The pandemic has cast more light on some very questionable practices. While there are 37p benefit increases, wage cuts for millions of public sector workers and tax rises for millions, some, on the other hand, have had a very good pandemic indeed. Vast sums have been handed over to Serco and the like—funds that should have gone to our national health service. Companies with connections to top Tories have been 10 times more likely to get covid contracts than those without such connections. The Health Secretary’s mate, the landlord of his former local pub, won a covid test contract worth a small fortune. I could go on. Instead, I will quote the words of the former Government chief scientist, David King, who said that the process of distributing public money to private companies during this pandemic “really smells of corruption”.

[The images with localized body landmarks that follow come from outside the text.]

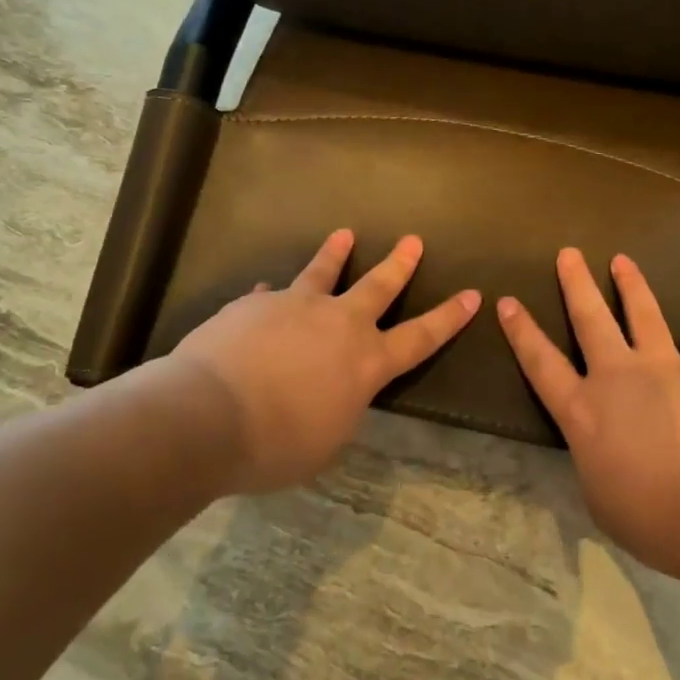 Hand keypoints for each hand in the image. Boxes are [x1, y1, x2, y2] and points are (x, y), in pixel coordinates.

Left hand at [166, 229, 479, 494]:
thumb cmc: (276, 444)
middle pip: (378, 286)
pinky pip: (267, 298)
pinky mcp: (254, 305)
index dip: (448, 317)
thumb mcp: (326, 441)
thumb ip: (339, 408)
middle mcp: (338, 324)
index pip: (420, 337)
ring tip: (344, 234)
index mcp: (365, 362)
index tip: (472, 294)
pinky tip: (262, 295)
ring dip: (335, 253)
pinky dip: (269, 299)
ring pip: (322, 272)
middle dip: (399, 264)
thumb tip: (333, 387)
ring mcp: (295, 307)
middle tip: (412, 240)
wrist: (206, 416)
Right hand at [497, 248, 679, 581]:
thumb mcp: (602, 498)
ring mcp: (665, 367)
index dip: (522, 331)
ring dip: (630, 284)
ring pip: (642, 313)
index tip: (508, 301)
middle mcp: (618, 376)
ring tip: (622, 260)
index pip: (541, 363)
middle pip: (590, 318)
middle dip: (576, 282)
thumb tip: (603, 441)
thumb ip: (595, 457)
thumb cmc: (657, 520)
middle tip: (568, 253)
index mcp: (584, 412)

But it is not just in a crisis that the Conservatives look to enrich the super-rich. There was the Housing Minister acting unlawfully over a £1 billion property deal that helped the developer to avoid tens of millions in local council charges. He got his approval from the Conservative Government and, two weeks later, donated £12,000 to the Conservative party. What about the Tory MPs raking in small fortunes on top of their salary—as if being an MP is not a full-time job—making many thousands of pounds doing private consultancy work in a second job during this pandemic? It is shameful and, frankly, it should be banned.

One in three of the UK’s billionaires have bankrolled the Conservative party since 2005, and boy, do they get their money’s worth! There have been tens of billions of pounds in corporate giveaways for the rich from the Conservative party. I will end on the words of David Cameron—himself something of an authority on these matters:

“We all know how it works. The lunches, the hospitality, the quiet word in your ear, the ex-ministers and ex-advisers for hire, helping big business find the right way to get its way.”

The stench of corruption has grown ever stronger through this crisis and people across the country are quite rightly fed up to the back teeth of it. People are sick of it. It needs to be stamped out before it does untold damage to our democracy.